@elly when I started out aeons ago there wasn't the front-vs-back end separation there was now: you could spend your day doing SQL queries and then muck around in CSS and HTML.
That's not necessarily a bad thing. But what has changed is the (IMHO) unnecessary complexity around delivering what is, at the end of the day, the same combination of HTML, CSS and JS to the browser.
@elly as I’ve been interviewing a lot lately, barely anyone has blinked an eyelid when I mention my extensive accessibility experience. Maybe I should audit companies’ sites before talking to them
@elly let me investigate a little bit. chances are that this privacy oriented browser blocks some resources (css probably) coming from external sources? Google or other service providers? let me have a look
@elly yep, i saw everything is in a single style.css file. i tried with the chrome remote debugger but no clue, so far. i hope to find some time tomorrow because the thing is intriguing me now (i didn't know you can debug styles on a smartphone using your pc)
@elly ok i think i found something: the text color is defined as a LCH color, which is supported in Chrome starting from version 123. Latest version of Bromite is based on Chromium 108.
"I hate it. There are so many things wrong with #React. The cult surrounding it, the company making it, its countless footguns, its bloat, its incompatibility with web platform features—the list goes on."

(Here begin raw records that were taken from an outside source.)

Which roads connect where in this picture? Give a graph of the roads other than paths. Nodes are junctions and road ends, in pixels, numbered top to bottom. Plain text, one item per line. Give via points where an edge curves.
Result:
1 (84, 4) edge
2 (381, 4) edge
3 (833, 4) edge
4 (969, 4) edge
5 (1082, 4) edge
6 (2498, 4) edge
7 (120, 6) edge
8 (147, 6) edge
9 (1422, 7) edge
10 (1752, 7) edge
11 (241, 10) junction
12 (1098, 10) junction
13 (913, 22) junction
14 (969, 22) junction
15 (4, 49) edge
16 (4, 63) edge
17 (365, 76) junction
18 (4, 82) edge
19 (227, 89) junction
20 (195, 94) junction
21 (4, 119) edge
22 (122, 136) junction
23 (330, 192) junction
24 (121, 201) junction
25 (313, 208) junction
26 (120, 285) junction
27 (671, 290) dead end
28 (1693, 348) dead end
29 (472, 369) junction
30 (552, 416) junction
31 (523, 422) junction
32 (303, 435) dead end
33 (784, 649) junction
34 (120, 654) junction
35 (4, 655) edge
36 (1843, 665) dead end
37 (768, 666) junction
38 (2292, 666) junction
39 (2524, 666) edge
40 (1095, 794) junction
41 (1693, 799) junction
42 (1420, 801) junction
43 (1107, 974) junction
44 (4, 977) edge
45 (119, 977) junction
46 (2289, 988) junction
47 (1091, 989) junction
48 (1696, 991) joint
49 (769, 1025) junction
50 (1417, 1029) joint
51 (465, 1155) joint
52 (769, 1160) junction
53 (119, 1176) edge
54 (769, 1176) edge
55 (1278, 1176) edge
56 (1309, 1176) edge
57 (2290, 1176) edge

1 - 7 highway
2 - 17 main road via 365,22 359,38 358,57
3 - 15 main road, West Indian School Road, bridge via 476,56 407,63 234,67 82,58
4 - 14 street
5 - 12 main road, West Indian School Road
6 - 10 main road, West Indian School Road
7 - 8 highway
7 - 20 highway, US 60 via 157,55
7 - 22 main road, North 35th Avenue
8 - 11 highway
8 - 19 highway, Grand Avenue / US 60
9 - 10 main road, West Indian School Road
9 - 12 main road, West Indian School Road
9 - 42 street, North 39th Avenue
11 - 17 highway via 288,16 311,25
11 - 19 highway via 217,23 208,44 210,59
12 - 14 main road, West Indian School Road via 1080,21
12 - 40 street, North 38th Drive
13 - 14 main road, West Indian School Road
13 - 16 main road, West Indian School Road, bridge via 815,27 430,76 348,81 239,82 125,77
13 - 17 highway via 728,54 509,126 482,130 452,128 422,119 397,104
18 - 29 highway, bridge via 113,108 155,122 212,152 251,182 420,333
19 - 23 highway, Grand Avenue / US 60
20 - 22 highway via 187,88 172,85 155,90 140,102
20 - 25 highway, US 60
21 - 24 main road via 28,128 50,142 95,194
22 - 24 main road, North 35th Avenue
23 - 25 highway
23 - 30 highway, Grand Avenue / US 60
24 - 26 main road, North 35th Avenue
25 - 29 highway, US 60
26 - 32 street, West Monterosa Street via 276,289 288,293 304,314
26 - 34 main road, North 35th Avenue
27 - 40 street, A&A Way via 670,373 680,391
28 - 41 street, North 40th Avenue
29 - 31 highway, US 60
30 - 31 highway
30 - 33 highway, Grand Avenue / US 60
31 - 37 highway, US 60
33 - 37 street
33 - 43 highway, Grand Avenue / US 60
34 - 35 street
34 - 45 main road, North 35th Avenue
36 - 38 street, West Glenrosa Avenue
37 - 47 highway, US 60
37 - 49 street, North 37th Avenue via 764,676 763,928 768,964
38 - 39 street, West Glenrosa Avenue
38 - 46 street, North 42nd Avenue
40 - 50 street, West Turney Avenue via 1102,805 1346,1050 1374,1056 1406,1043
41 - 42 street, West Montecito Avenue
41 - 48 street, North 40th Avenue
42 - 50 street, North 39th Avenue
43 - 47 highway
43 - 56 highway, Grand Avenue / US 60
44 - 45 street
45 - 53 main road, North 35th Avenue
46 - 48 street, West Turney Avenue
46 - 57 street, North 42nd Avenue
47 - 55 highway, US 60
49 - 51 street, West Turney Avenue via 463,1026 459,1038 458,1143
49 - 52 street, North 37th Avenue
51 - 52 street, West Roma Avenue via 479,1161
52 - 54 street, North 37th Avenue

@elly I have concluded, un-scientifically of course, that the early aught’s role of Web Designer/Frontend Developer, or as Brad Frost has renamed it, Front of the Frontend, is more of a niche, and that very few people get paid to sling HTML and CSS from scratch to make static websites, or even “appy-like" sites, like in a formal job in a company were the title includes Developer or Engineer. https://medium.com/gitconnected/the-great-divide-is-dead-why-theres-no-such-thing-as-entry-level-frontend-05f8d68a0f9a
@elly just read it 2 times becausy my adhd brain needs two passes to comprehend. And I totally agree, I personally get quite annoyed when the company I used to work at forced me to mainly think "how can I get this to work in React?" rather than "should this even be written in React?". the answer wqs an obvious no, but the company only knew how to work with react and that was what your entire position was boiled down to :gura_stare:
js tools are also nightmarish, opaque and inflexible. I love projects like htmx that try and solve this issue but the entire frontend world has just become so inflexible..
@elly As a backend dev that started "full-stack" and keeps learning about frontend to understand how to make things easier for frontend devs... i feel this...
I don't wanna be frontend, even if i don't mind quickly fixing minor issues... The frontend space is such a mess of disconnected tools, none of which are ergonomic to use...
@elly I mean don't get me wrong, I understand the weird intricacies of HTML, and while my CSS is a little outdated, i can easily find my way back.
To me this is about more than just "i wanna be able to do what i like". To me this is about "I want to work with tools that don't constantly make me angry, look for weird cryptic reddit threads or wiki pages 15 forums deep.
I think the general programming profession has this issue. Requiring degrees where degrees aren't useful, hiring based on checkboxes rather than skill level and general expertise, there are so many dumb things.
I used to love programming, it's such an amazing thing. I get to do crazy cryptic shit other people couldn't dream of, while creating shit that could help them. What's not to love about that?
But when it comes to it... Even when it is a "backend developer" job, you still have to know and understand DevOps shit... and don't let me get started about that, because the patience needed to figure out dumb, weird, barely documented and cryptic config formats (often yaml, which should be considered a warcrime by now...) is insane....
I'm a web developer, I CREATE web infrastructure, i have no interest in figuring out how to fucking set up someone else's badly documented infrastructure that uses 10 different, partially migrated, mostly obsolete systems that are barely documented, because the developers didn't think it necessary.
sorry for the long one, but this really hit a sore spot for me.
I have a dilemma. I'm trying to find a job but the job I'm looking for no longer exists. I'm a front-end developer. Which to me means I work on the user interface of the website. But now in our industry front-end means the same thing as full-stack. 1/2
Front-end developer job descriptions include many back-end duties. There are almost always even more back-end duties than there are front-end. This is because the industry has devalued front-end development. To the point where it's no longer considered complex or time-consuming enough to be a full-time job. 2/2
@elly I feel your pain, but the battle was lost as soon as #developers started self-identifying as #FrontEnd or #BackEnd specialists. We asked for it.
And here’s where I shake my old “webmaster” cane and mutter about staying off my lawn: I started #WebDev in 1995 when skills were so new and thinly distributed that specialization was nigh impossible. It’s freakin’ hard to keep up with the ever-exploding web technology stack, but it can be done.
@mjgardner@elly Well put. And may I add, learn standards, not frameworks — web standards compliance and browser interoperability have come far since the 1990s.
That's not to say that a well-chosen library or two isn't sometimes helpful — backend or frontend — but as soon as someone identifies primarily as an "Angular developer" (or "Ruby on Rails", or "JQuery," or "Node.js" …), I assume they have at best a superficial understanding of the web.